● **Action item**
Return all lines of the records that contain the word "dead".

*** Provided information

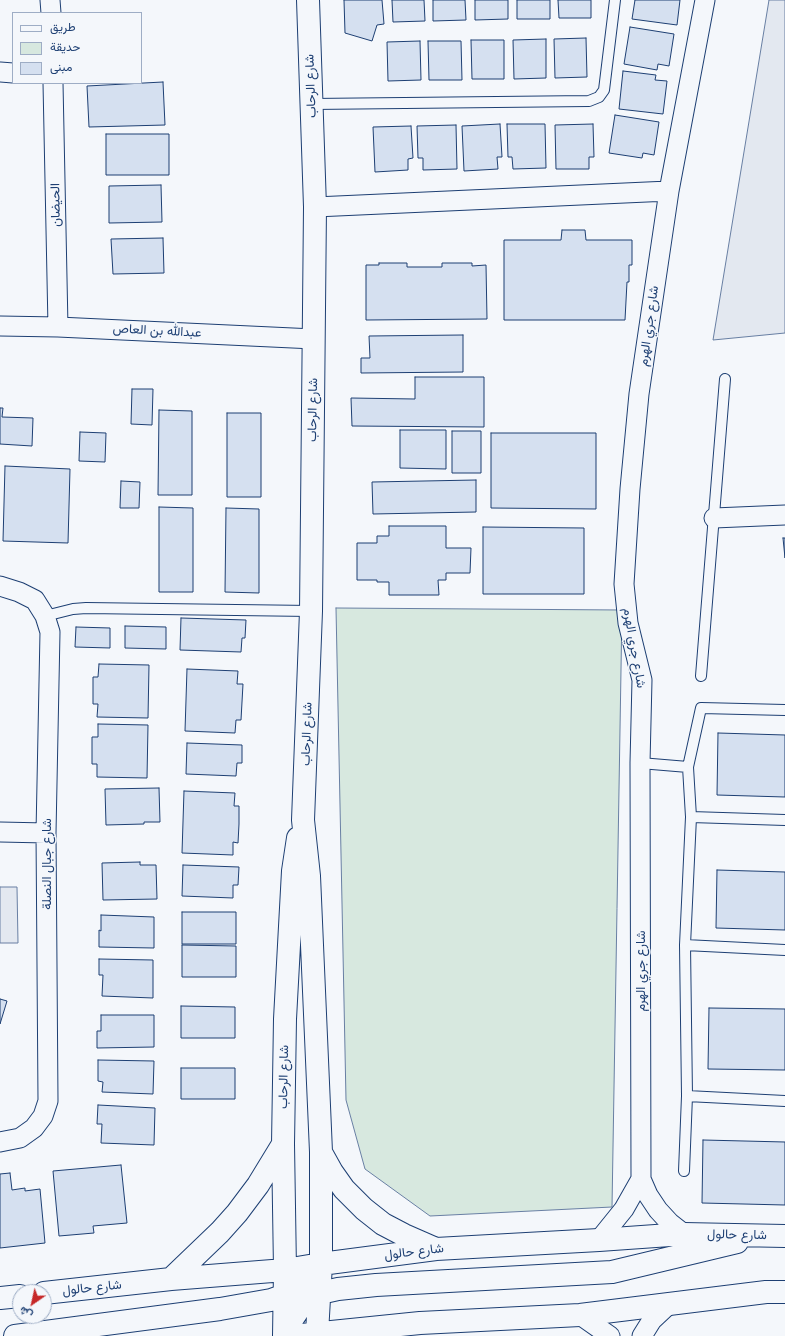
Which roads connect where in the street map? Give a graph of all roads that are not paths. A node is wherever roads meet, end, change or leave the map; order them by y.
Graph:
1 (50, 0) edge
2 (308, 0) edge
3 (615, 0) edge
4 (705, 0) edge
5 (51, 12) edge
6 (0, 72) edge
7 (12, 72) edge
8 (53, 84) edge
9 (312, 104) junction
10 (669, 191) junction
11 (315, 207) junction
12 (0, 326) edge
13 (58, 327) junction
14 (314, 339) junction
15 (725, 379) dead end
16 (785, 515) edge
17 (714, 518) junction
18 (0, 586) edge
19 (311, 611) junction
20 (45, 616) junction
21 (701, 676) dead end
22 (785, 710) edge
23 (640, 763) junction
24 (688, 767) junction
25 (691, 816) junction
26 (303, 820) junction
27 (785, 820) edge
28 (0, 832) edge
29 (46, 832) junction
30 (685, 945) junction
31 (785, 950) edge
32 (687, 1096) junction
33 (785, 1101) edge
34 (0, 1142) edge
35 (283, 1144) junction
36 (321, 1152) junction
37 (684, 1171) dead end
38 (641, 1179) junction
39 (684, 1234) junction
40 (777, 1235) edge
41 (599, 1240) junction
42 (436, 1249) junction
43 (321, 1264) junction
44 (285, 1270) junction
45 (171, 1279) junction
46 (52, 1292) edge
47 (785, 1292) edge
48 (320, 1293) junction
49 (285, 1295) junction
50 (12, 1297) edge
51 (0, 1298) edge
52 (668, 1305) junction
53 (580, 1315) junction
54 (420, 1323) junction
55 (317, 1335) edge
56 (15, 1336) edge
57 (284, 1336) edge
58 (402, 1336) edge
59 (610, 1336) edge
60 (642, 1336) edge

1 - 5 street
2 - 9 main road, شارع الرحاب
3 - 9 lane
4 - 10 street, شارع جري الهرم
6 - 7 street
8 - 13 street, الحيضان
9 - 11 main road, شارع الرحاب
10 - 11 street
10 - 23 street, شارع جري الهرم
11 - 14 main road, شارع الرحاب
12 - 13 street, عبدالله بن العاص
13 - 14 street, عبدالله بن العاص
14 - 19 main road, شارع الرحاب
15 - 17 lane
16 - 17 street
17 - 21 lane
18 - 20 street, شارع جبال النصلة
19 - 20 lane
19 - 26 main road, شارع الرحاب
20 - 29 street, شارع جبال النصلة
22 - 24 lane
23 - 24 lane
23 - 38 street, شارع جري الهرم
24 - 25 lane
25 - 27 lane
25 - 30 lane
26 - 35 main road, شارع الرحاب
26 - 36 main road, شارع الرحاب
28 - 29 street
29 - 34 street, شارع جبال النصلة
30 - 31 lane
30 - 32 lane
32 - 33 lane
32 - 37 lane
35 - 44 main road, شارع الرحاب
35 - 45 main road
36 - 42 main road
36 - 43 main road, شارع الرحاب
38 - 39 street, شارع جري الهرم
38 - 41 street, شارع جري الهرم
39 - 40 main road, شارع حالول
39 - 41 main road, شارع حالول
40 - 48 main road
41 - 42 main road, شارع حالول
42 - 43 main road, شارع حالول
43 - 44 main road, شارع حالول
43 - 48 main road, شارع الرحاب
43 - 49 main road
44 - 45 main road, شارع حالول
44 - 49 main road, شارع الرحاب
45 - 46 main road, شارع حالول
47 - 52 main road
48 - 55 main road, شارع الرحاب
48 - 57 main road
49 - 56 main road
49 - 57 main road, شارع الرحاب
50 - 51 main road
52 - 53 main road
52 - 60 street
53 - 54 main road
53 - 59 street
54 - 55 main road
54 - 58 main road
55 - 57 main road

******

● **Your response**
15 (725, 379) dead end
21 (701, 676) dead end
37 (684, 1171) dead end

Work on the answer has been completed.